Barclays Plc (BARC)’s sale of shares will plug a capital hole hidden by accounting rules that restrict asset writedowns, Pensions & Investment Research Consultants Ltd. said.
Barclays, the U.K.’s second-largest bank by assets, will also pay more to investors in dividends because it will no longer need to retain profit to bolster capital, PIRC said in an e-mailed statement today. The London-based lender said in July it will pay as much as 50 percent of its earnings in dividends in 2014, an increase from its 30 percent target in February.
“An amount on that scale cannot be explained by the return on investment from the capital raising itself,” London-based PIRC, which advises clients who manage more than $2 trillion in pension funds, said in the statement.

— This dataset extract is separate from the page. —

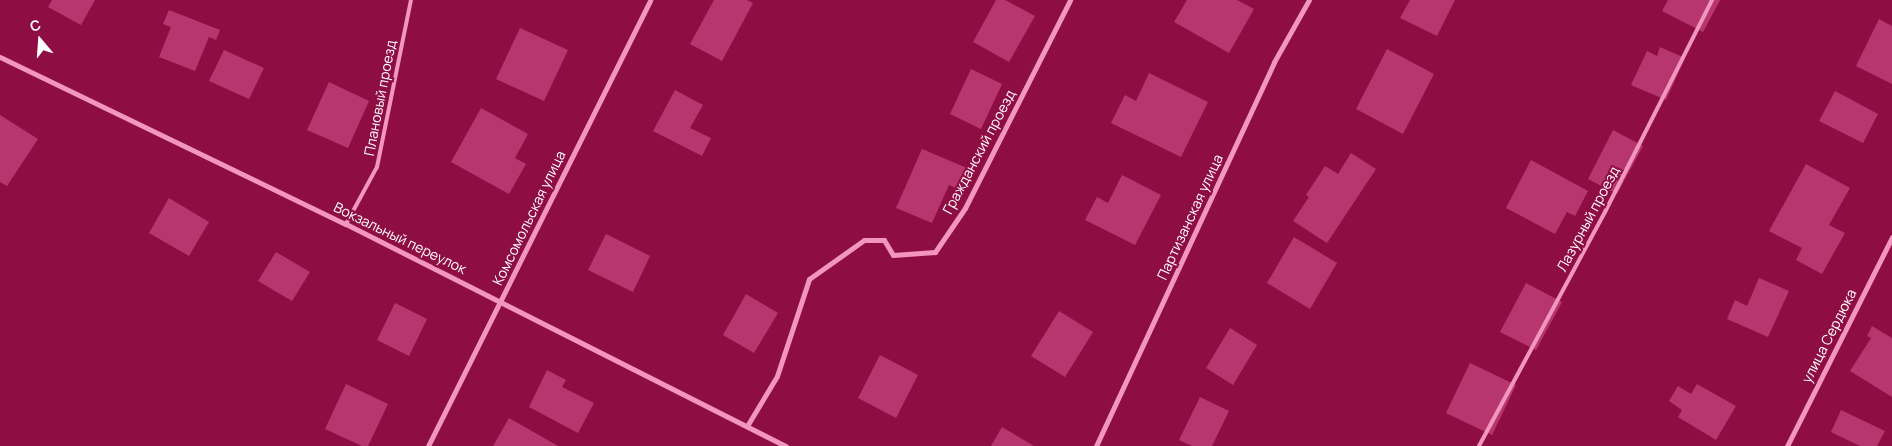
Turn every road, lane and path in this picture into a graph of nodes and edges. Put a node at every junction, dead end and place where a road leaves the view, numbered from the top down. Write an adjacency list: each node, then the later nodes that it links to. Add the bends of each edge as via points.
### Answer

Barclays is seeking to raise 5.8 billion pounds ($9.2 billion) this month to bolster capital in the biggest rights offering by a U.K. bank since Lloyds Banking Group Plc (LLOY)’s 13.5 billion-pound sale in 2009. Chief Executive Officer Antony Jenkins is also shrinking assets by about 80 billion pounds and selling 2 billion pounds of loss-absorbing securities after regulators identified a 12.8 billion-pound capital hole under stricter Basel III rules.
PIRC said in April the bank’s reliance on International Financial Reporting Standards may have meant it overstated profits by 11.7 billion pounds. The accounting rules restrict provisioning against expected loan losses, it said.
A Barclays spokesman declined to comment on today’s PIRC statement.